Do you have any scheduled tasks that run about that time?





When you are the IT director, it's your job to make sure the IT works. If it does work they know already and if it doesn't, they don't want to hear your pathetic excuses.
 
This is a new file server that has Shadow coping running at 7am, and Norton Antivirus Client. I've seen reports about Terminal Services causing an issue of the server not responding but that is disabled and we were using remote desktop access.
 
RDP uses the terminal service. Do you see any errors in the event log?

Does the server stop at the time the shadow copy runs?






When you are the IT director, it's your job to make sure the IT works. If it does work they know already and if it doesn't, they don't want to hear your pathetic excuses.
 
The server stops at or around 2:30 every afternoon, there are no errors and monitoring the Task Manager shows that the server is barely being utilized. In all since and purposes the server should not be over loaded. It's a quad processors with 4 gigs of ram.
 
Have you performed hardware diagnostics to be sure that all hardware and disk components are running without faults?
 
Yes I have, I've also set up SMNP Traps to monitor the server from an outside source. I've even gone as far as physically sit infront of the machine when it happens. Usually we loose the connections to the shared drives then the server becomes unresponsive with in 5 minutes of that.
 
Do you have any 3rd party software installed on the system? Is it running when this occurs? If so, shut is down to see if it reoccurs. If it still does, then turn off any other non-standard services to see if it re-occurs. Do this one-at-a-time so you know which one it is.

Is the system running the latest service packs? Updates?
 
When this happens are any of the LEDs on your system board lit?

We had a similar problem with a new HP Proliant ML350 G4 running terminal services. In our case the the server was dropping its network connection at random times. As in your case there were no entries in the event logs.

Because the network connection was dropped you couldn't log on to the domain from the console and logging on locally took forever because the server couldn's see the DNS server.
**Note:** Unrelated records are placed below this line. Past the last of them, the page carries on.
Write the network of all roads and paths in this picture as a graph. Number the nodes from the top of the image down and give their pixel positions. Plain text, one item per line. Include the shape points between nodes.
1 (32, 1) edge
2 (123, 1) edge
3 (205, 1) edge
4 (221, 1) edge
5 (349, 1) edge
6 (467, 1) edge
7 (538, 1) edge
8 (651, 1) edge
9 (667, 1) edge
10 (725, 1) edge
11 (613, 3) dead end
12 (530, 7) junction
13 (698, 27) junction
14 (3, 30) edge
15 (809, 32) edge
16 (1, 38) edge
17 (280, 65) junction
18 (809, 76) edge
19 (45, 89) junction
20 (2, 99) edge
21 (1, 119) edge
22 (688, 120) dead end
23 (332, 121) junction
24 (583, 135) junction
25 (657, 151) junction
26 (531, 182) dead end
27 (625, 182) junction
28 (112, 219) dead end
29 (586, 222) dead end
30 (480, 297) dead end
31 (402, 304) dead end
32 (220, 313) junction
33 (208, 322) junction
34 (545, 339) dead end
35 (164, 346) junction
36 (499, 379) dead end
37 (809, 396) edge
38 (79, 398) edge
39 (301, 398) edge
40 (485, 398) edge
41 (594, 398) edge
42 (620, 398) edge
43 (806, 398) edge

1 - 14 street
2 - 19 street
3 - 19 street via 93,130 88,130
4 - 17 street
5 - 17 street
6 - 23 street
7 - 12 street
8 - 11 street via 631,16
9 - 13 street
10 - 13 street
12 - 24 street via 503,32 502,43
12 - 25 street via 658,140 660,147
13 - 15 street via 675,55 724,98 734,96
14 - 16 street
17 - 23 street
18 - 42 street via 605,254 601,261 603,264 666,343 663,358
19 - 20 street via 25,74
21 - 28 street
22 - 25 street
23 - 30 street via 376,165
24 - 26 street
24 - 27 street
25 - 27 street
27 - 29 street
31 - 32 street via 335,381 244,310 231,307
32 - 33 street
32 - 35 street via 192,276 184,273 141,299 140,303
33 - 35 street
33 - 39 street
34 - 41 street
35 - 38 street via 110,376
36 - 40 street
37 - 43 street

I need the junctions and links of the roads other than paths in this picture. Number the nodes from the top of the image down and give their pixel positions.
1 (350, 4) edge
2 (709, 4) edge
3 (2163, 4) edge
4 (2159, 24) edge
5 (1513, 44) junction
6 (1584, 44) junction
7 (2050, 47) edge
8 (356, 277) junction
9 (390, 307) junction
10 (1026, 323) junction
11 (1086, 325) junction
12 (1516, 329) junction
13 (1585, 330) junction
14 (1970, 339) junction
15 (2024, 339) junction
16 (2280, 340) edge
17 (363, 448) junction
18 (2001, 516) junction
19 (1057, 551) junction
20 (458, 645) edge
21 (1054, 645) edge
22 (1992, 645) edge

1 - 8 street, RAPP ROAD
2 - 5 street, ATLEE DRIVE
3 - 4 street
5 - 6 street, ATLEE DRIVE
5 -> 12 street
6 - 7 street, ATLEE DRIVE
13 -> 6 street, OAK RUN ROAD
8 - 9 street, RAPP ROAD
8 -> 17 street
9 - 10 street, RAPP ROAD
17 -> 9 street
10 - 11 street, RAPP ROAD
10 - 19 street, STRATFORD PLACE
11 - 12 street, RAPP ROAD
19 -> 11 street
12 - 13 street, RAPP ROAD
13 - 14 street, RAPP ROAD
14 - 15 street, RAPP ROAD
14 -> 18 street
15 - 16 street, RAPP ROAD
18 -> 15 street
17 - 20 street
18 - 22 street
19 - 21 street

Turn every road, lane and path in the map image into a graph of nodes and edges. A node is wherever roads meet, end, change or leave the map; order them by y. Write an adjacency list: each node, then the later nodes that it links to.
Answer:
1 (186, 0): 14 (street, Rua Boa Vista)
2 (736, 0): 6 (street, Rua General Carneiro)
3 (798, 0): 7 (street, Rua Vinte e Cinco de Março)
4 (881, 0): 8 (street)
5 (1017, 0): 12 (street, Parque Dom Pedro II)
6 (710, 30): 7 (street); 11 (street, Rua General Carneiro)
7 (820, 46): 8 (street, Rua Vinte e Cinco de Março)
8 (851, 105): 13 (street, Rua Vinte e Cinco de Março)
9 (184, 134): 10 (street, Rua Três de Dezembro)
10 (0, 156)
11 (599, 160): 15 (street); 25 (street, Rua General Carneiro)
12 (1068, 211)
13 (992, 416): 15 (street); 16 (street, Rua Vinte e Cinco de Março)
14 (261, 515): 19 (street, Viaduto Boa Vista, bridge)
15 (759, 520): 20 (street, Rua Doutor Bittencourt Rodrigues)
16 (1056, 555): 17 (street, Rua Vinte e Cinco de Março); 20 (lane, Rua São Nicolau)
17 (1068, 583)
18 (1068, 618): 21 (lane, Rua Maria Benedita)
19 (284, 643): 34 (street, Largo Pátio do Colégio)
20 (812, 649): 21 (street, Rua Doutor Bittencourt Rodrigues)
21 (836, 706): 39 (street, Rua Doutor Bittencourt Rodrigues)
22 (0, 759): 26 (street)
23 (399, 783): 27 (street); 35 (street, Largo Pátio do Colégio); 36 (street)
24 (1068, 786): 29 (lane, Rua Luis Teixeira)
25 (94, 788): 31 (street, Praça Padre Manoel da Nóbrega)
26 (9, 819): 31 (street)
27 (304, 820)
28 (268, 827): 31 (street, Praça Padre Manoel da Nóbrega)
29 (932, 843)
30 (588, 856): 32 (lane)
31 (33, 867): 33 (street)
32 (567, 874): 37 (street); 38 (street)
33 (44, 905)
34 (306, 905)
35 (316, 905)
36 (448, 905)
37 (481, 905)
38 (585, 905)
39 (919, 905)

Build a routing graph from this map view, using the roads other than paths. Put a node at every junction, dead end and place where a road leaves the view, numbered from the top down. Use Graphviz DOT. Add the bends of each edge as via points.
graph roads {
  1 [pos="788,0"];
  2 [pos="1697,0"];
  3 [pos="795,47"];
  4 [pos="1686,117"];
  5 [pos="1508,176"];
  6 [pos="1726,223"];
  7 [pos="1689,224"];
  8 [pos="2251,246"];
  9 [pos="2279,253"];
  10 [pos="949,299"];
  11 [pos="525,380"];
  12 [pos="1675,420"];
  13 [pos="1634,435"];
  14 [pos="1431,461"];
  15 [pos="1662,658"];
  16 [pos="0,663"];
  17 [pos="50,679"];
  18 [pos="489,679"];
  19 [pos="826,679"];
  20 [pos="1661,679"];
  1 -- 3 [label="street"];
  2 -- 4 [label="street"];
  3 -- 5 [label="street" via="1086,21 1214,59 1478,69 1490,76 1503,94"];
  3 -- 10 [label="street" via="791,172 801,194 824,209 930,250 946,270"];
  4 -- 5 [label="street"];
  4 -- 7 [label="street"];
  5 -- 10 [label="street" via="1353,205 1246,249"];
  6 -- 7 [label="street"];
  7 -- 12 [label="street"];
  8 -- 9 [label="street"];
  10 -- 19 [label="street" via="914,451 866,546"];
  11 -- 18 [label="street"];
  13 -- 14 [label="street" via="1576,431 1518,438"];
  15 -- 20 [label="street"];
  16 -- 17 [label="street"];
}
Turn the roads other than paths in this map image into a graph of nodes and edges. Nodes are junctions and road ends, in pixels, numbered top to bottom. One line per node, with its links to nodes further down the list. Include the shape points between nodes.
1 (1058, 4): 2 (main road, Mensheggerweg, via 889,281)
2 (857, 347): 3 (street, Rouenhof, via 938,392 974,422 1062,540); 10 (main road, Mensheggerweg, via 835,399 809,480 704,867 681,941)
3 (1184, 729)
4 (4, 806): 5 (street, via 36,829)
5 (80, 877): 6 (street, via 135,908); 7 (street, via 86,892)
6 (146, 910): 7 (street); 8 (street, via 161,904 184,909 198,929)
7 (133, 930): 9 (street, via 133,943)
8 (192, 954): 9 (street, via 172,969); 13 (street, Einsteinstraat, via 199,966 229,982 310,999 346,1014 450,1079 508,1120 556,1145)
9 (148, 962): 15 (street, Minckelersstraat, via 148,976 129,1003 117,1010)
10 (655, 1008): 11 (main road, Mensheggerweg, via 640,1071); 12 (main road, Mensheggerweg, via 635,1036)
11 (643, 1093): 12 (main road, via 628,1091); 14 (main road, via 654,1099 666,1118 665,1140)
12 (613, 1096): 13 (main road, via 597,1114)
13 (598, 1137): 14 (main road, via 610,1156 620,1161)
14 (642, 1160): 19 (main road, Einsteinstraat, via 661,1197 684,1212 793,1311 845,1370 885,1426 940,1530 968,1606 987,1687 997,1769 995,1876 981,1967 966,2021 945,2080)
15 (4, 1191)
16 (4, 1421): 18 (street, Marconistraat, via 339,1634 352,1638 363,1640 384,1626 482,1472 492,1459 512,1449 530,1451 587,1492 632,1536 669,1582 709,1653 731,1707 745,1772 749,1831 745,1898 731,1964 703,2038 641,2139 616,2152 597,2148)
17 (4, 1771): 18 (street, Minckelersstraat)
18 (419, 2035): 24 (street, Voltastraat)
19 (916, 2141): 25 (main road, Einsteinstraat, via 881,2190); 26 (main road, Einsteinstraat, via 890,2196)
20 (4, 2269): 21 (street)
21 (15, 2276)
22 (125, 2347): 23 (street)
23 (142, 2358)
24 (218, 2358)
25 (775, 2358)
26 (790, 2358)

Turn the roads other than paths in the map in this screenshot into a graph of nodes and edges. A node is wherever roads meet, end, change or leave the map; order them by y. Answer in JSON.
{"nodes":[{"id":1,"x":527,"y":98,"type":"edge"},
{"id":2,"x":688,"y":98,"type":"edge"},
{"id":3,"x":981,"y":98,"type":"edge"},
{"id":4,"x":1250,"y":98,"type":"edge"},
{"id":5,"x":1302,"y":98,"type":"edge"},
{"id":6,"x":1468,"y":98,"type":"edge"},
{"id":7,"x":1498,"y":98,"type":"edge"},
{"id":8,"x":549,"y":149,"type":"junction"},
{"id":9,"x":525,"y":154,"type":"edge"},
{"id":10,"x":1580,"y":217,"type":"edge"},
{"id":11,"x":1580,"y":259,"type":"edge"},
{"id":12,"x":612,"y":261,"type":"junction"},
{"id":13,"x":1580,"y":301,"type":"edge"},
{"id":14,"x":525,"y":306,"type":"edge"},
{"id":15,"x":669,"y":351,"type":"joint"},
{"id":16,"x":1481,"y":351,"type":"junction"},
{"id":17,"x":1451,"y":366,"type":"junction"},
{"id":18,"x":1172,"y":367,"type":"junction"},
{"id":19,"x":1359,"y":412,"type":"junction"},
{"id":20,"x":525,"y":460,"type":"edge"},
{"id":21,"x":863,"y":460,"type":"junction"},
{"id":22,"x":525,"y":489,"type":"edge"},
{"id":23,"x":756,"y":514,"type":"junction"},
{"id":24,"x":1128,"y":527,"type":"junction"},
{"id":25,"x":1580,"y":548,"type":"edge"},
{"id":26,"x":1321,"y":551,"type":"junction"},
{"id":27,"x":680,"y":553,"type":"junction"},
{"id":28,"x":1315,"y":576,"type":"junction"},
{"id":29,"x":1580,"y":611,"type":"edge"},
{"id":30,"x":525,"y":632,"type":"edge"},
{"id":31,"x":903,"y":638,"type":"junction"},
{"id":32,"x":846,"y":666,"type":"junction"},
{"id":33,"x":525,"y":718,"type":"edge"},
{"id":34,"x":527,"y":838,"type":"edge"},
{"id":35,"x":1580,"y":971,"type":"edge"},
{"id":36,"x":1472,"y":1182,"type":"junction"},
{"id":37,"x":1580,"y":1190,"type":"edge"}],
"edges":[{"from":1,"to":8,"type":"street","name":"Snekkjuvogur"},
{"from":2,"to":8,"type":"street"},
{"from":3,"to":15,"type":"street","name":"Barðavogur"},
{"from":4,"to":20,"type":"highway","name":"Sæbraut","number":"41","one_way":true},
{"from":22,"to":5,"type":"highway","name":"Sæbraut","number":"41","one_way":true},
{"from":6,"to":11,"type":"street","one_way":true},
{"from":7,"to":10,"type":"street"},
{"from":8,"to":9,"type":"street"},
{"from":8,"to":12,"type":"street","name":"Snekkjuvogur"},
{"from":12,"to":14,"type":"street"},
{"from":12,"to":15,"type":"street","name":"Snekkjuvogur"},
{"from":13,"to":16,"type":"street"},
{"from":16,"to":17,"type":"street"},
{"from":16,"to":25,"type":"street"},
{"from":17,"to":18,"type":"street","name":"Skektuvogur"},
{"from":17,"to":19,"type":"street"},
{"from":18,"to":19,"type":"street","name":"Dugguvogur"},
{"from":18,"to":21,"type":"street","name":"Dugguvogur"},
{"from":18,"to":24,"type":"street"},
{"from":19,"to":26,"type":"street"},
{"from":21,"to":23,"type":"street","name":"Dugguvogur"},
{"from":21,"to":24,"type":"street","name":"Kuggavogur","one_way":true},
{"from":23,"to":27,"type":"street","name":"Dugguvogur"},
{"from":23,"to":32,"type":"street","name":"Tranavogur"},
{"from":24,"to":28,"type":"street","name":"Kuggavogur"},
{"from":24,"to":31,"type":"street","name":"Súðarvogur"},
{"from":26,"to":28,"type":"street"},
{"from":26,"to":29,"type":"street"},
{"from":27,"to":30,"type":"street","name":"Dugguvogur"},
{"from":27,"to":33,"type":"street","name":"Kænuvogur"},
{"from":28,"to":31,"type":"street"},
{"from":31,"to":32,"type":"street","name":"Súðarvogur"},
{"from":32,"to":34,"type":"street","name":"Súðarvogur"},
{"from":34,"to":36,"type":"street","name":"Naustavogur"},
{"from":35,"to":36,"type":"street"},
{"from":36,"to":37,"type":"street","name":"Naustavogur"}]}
The NIC LED on the front of the server and the light where the cable plugged into the server both showed network connectivity. However, the LEDs on the mobo indicated a problem with the onboard NIC. Two mobos later the issue was still not resolved. Since the server was under warranty HP provided us with an external NIC and we haven't had any problems since (over 17 months now).

HP couldn't provide an answer as to why the connection was dropping but tried to suggest it could be because of our software configuration. We're an accounting office and use a LOT of third party software.

Cheers.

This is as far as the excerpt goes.